You do not have to be rich to afford a car driven by James Bond.

While those super expensive Aston Martins are out of the reach of 99.99 per cent of collectors, there are other cars used in the movies and driven by 007 that will appeal to those with more modest budgets.

How about a 1996 Z3 BMW? It appeared in Golden Eye and while it only was on screen for a minute or two they are cheap.

A quick look online $11,000 will get you into one and I’m sure with a bit of arm twisting you could reduce that even more. Hairdressers paid over $70,000 when they were new.

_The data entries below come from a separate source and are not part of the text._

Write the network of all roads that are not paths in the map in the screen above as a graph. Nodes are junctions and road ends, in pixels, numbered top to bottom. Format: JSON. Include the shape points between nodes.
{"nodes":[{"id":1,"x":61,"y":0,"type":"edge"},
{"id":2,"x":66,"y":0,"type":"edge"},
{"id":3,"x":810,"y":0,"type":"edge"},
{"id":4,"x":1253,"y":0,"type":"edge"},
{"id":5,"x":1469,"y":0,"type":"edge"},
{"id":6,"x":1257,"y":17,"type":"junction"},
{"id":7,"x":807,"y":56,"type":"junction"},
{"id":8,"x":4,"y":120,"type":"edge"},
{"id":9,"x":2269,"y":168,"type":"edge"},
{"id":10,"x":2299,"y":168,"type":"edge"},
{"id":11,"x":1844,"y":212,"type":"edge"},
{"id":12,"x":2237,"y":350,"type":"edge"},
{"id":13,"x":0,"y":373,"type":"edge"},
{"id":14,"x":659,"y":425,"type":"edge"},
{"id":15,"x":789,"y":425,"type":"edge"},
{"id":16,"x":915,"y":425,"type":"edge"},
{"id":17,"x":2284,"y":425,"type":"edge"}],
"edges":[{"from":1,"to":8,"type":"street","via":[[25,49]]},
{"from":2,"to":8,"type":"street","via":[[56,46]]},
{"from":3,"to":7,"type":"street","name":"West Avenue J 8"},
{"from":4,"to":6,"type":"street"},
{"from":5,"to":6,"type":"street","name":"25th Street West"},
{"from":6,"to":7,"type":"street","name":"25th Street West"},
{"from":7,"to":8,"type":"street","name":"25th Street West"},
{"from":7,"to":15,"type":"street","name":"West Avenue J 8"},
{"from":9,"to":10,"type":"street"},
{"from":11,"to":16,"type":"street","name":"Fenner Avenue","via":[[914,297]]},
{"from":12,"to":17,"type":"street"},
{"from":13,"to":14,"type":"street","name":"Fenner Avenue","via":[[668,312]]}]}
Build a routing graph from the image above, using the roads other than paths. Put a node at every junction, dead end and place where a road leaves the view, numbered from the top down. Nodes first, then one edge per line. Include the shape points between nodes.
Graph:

If a sports car is not your style, then there is always the 1997 BMW 750iL that Bond drove with his phone in Tomorrow Never Dies. When new BMW dealers were asking punters to part with $265,000. Right now depreciation is your BFF and you can snatch a high mileage example for under $7000. Be cautious though, it might be well shaken and mightily stirred.

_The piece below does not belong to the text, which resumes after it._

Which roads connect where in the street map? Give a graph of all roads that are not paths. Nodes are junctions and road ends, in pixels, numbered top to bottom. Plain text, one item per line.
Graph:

For a bit of Italian flavour, 1983 the Alfa GTV6 which 007 used in the movie Occtopussy makes for a cunning alternative. Some sell for as low as $3000 but good ones go for mid-teens.

If something British is more to your liking, then what about the Triumph Stag? Bond drove a yellow one in Diamonds Are Forever while he was impersonating a diamond smuggler called Peter Franks. Around $15,000 seems a likely starting point for negotiations to get you into a true classic.

Another British choice is the Sunbeam Alpine, which Bond drove in the first movie, Dr No. These are fabulous looking little convertibles. My neighbour in London had one and always referred to it as “the real Bond car”. They range from about $16,000 all the way up to $40,000 depending on condition. As an aside, the Alpine was also the car of choice in the Get Smart TV series.

But I’m saving the best two for last. In Man with the Golden Gun, Bond drives a red 1974 Rambler Hornet hatchback through the famous corkscrew aerial jump. Although the coupe never made it to Australia, 1825 four door Hornets were built and sold in here between 1971 and 1975. Many have been hot-rodded, but unmolested examples sell for less than $10,000 and are a bargain.

So that leaves the red 1971 Mustang Mach 1 from Diamonds are Forever. A good one will set you back about $40,000 and there are plenty around. And yes, I know that’s six times the price of the 750 BMW – but it looks way cooler!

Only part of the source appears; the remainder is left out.